The spirit of initiative was first to go. Then followed the spirit of self-expression.
Such has been the recent history of the Third World, which is now so fatigued that it has lost its will to innovate. It has become dependent on developed nations to do their thinking for them.
As in other Third World countries, the people of the Gulf have been similarly ravaged by this habit of dependence. It’s frightening when we learn how far back this dependence goes. For instance, it was the English and the Swiss who came up with ways of making the Arab national dress more suitable for the region’s climate by offering us the refreshing ghoutra (headdress) and white or light-colored thobe. Now it is the French with their fastidious taste who provide Gulf women with elegantly designed black abayas of synthetic silk.
With this loss of initiative comes the loss of our voice, sometimes even that used to plead our legitimate rights. Our voices have become chronically inhibited with the passage of time. We are, in the words of an Arab playwright, not able to open our mouths, “except in the dentist’s chair.” Demanding one’s legitimate rights has been reduced to shouting empty political or religious slogans. Is it any wonder? How can men and women who are broken inside, their initiatives crushed, be capable of demanding what is rightfully theirs?
According to a recent BBC report, some doctors in China have developed a simple plastic surgery to overcome Chinese difficulty in pronouncing English words. The surgery, reportedly, helps them master the pronunciation of any foreign language. Oh, were there such a surgery for the spirit of the Third World so that they could voice themselves freely and coherently!
No one needs such radical surgery more than Gulf women, whose tongues have been slit over time and whose spirits are in desperate need of rejuvenation. Consider the claims of Dr. Fahd Turkistani of Umm Al-Qura University whose study revealed that 50 percent of traffic accidents in the Kingdom were caused by women. If only there were just one Saudi women to challenge such patently absurd statements! How on earth can a woman in Saudi Arabia cause traffic accidents when the law does not permit her to drive? But to answer such outrageous insults, women need to do so with reason and calm. In fact, we are in immediate need of women, and also men, with better communication skills to handle women’s issues with logic and objectivity. We need women who are capable of arguing with resolve and dignity, instead of in anger and aggression.

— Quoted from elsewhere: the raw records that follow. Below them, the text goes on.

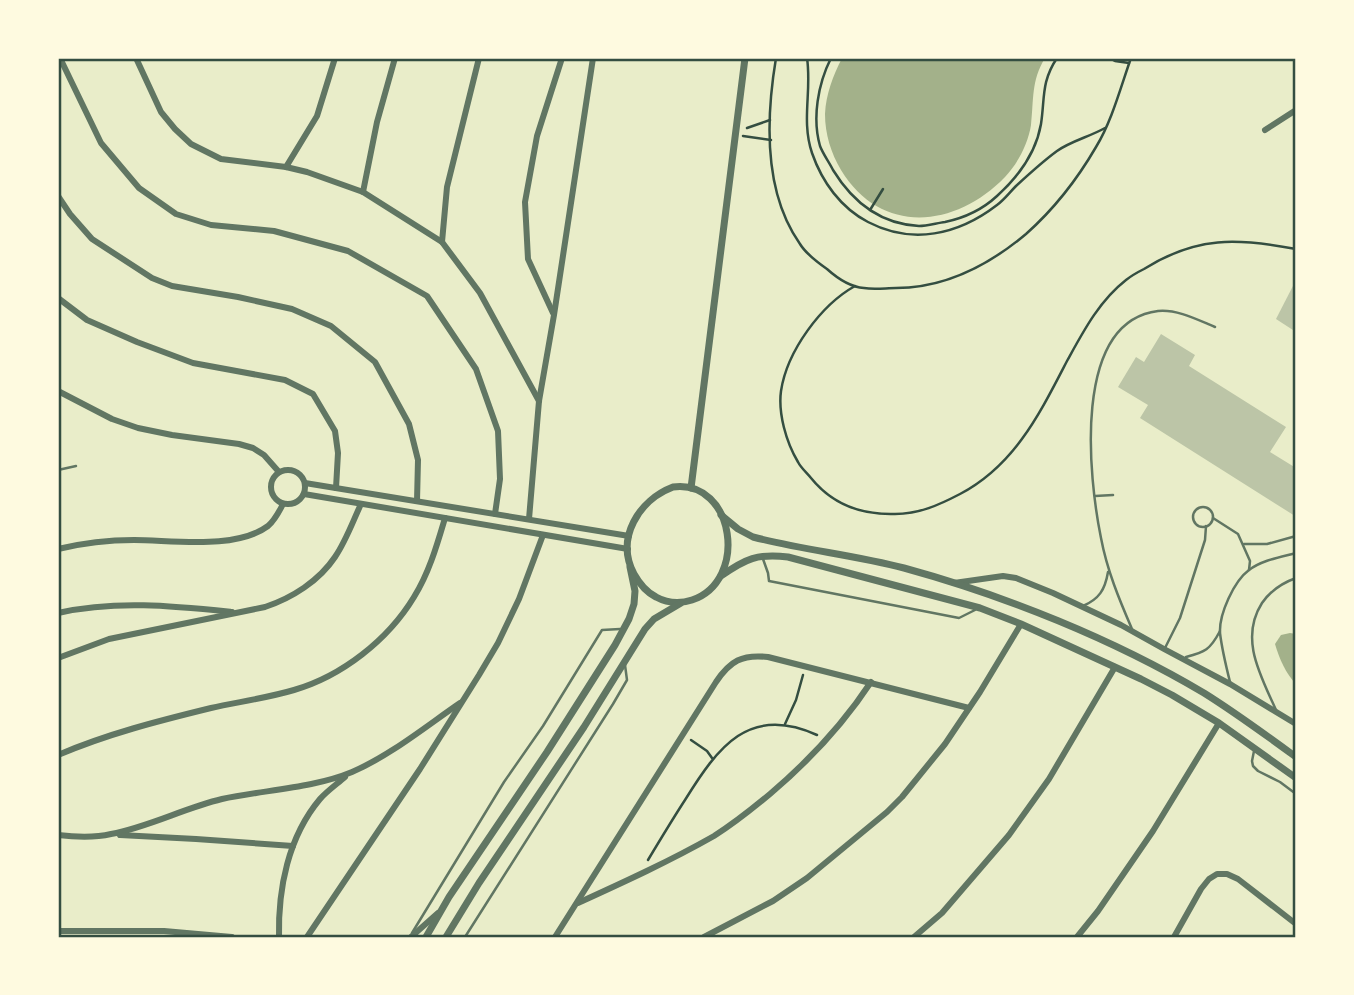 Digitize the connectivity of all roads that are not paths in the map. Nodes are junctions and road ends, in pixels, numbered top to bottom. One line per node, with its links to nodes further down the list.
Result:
1 (60, 58): 32 (street)
2 (136, 58): 11 (street)
3 (335, 58): 11 (street)
4 (395, 58): 12 (street)
5 (480, 58): 14 (street)
6 (562, 58): 16 (street)
7 (593, 58): 16 (street)
8 (745, 58): 25 (street)
9 (1296, 110): 10 (street)
10 (1265, 130)
11 (286, 166): 12 (street)
12 (363, 192): 14 (street)
13 (58, 196): 29 (street)
14 (442, 242): 19 (street)
15 (58, 298): 24 (street)
16 (554, 315): 19 (street)
17 (1215, 327): 27 (lane)
18 (58, 391): 22 (street)
19 (539, 401): 36 (street)
20 (76, 466): 21 (lane)
21 (58, 470)
22 (279, 472): 23 (street); 30 (street)
23 (305, 483): 24 (street); 26 (street)
24 (336, 488): 29 (street)
25 (691, 488): 33 (street); 39 (street)
26 (304, 494): 30 (street); 31 (street)
27 (1095, 495): 28 (lane); 47 (lane)
28 (1112, 495)
29 (417, 501): 32 (street)
30 (283, 504): 42 (street)
31 (361, 504): 34 (street); 56 (street)
32 (495, 514): 36 (street)
33 (721, 515): 49 (street); 51 (street)
34 (445, 518): 38 (street); 74 (street)
35 (1213, 518): 37 (lane); 37 (lane); 41 (lane)
36 (529, 519): 39 (street)
37 (1206, 527): 61 (lane)
38 (542, 534): 43 (street); 68 (street)
39 (628, 536): 43 (street)
40 (1296, 536): 41 (lane)
41 (1244, 544): 48 (lane)
42 (58, 548)
43 (628, 549): 46 (street)
44 (1296, 554): 48 (lane)
45 (762, 555): 49 (street); 54 (street); 54 (lane)
46 (630, 567): 52 (street); 58 (street)
47 (1109, 569): 53 (lane); 60 (lane)
48 (1248, 570): 59 (lane)
49 (721, 576): 52 (street)
50 (1296, 578): 70 (lane)
51 (954, 583): 53 (street); 75 (street)
52 (681, 603): 64 (street)
53 (1082, 607): 60 (street)
54 (981, 608): 57 (street)
55 (58, 613): 56 (street)
56 (237, 613): 62 (street)
57 (1021, 624): 65 (street); 69 (street)
58 (623, 629): 83 (street); 89 (lane)
59 (1220, 631): 63 (lane); 67 (lane)
60 (1133, 632): 61 (street)
61 (1164, 649): 63 (street)
62 (58, 658)
63 (1182, 658): 67 (street)
64 (623, 663): 91 (street); 92 (lane)
65 (1115, 667): 71 (street); 95 (street)
66 (871, 682): 69 (street); 82 (street); 82 (street)
67 (1230, 684): 70 (street)
68 (464, 699): 76 (street); 88 (street)
69 (970, 708): 94 (street)
70 (1276, 710): 72 (street)
71 (1219, 723): 73 (street); 96 (street)
72 (1296, 723)
73 (1254, 747): 77 (street); 78 (lane)
74 (58, 755)
75 (1296, 757)
76 (352, 772): 79 (street); 81 (street)
77 (1296, 778)
78 (1296, 794)
79 (111, 834): 80 (street); 81 (street)
80 (58, 835)
81 (293, 846): 87 (street)
82 (576, 904): 93 (street)
83 (441, 910): 89 (street); 90 (street)
84 (1296, 924): 97 (street)
85 (58, 931): 86 (street)
86 (232, 937)
87 (278, 937)
88 (307, 937)
89 (410, 937)
90 (426, 937)
91 (446, 937)
92 (466, 937)
93 (555, 937)
94 (704, 937)
95 (914, 937)
96 (1077, 937)
97 (1174, 937)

In a recent research conducted at a training and development center, we attempted to evaluate a new, experimental syllabus. The questions put to the participants, males and females between 18 and 21, were clear and direct. However, the study revealed much more about the participants than it gave answers to our questions. More than 70 percent of the youths did not give a direct answer to the questions or even come close to the topic. They talked about matters unrelated to the study such as the training center, its administration, their working hours, and even about the building of the center and the quality of food served at the cafeteria, but not a word about the syllabus. The women participants did no better. Ninety percent preferred to discuss topics of their own choice and not the topics suggested by us. The only convincing explanation for this surprising behavior is that they were given an opportunity to express themselves, but out of habit and neglect failed to recognize or respond to it. They had been brought up in an atmosphere where they were not allowed to express their opinions, especially on personal matters. Moreover, even if they said something few cared to listen.
As a people, many of us have brought up our children without teaching them the value of their own opinions, perhaps even pretending that they don’t exist. This is how we have managed to stifle this important part of their personality. Such denial means that they are growing up with impaired communication skills, each of our children carrying in his or her heart an oppressive weight that continues to block their spirit of initiative and make them incapable of broaching a subject reasonably and skillfully.
For so long our tongues have not been accustomed to speaking clearly and forthrightly. And even if some do attempt to break the chains of the past, unfortunately they still have not learned how to listen to the views of others.
Yes, we — particularly the women of the Gulf — are a people in need of some radical psychological surgery. Where it comes from is anyone’s business. But it is the only way we can be cured of our chronic mental timidity. Will a medicine man cure what time has so sadly spoiled?
Wajeha Howaider is a program analyst at Aramco. She holds an MA in Reading Management from George Washington University.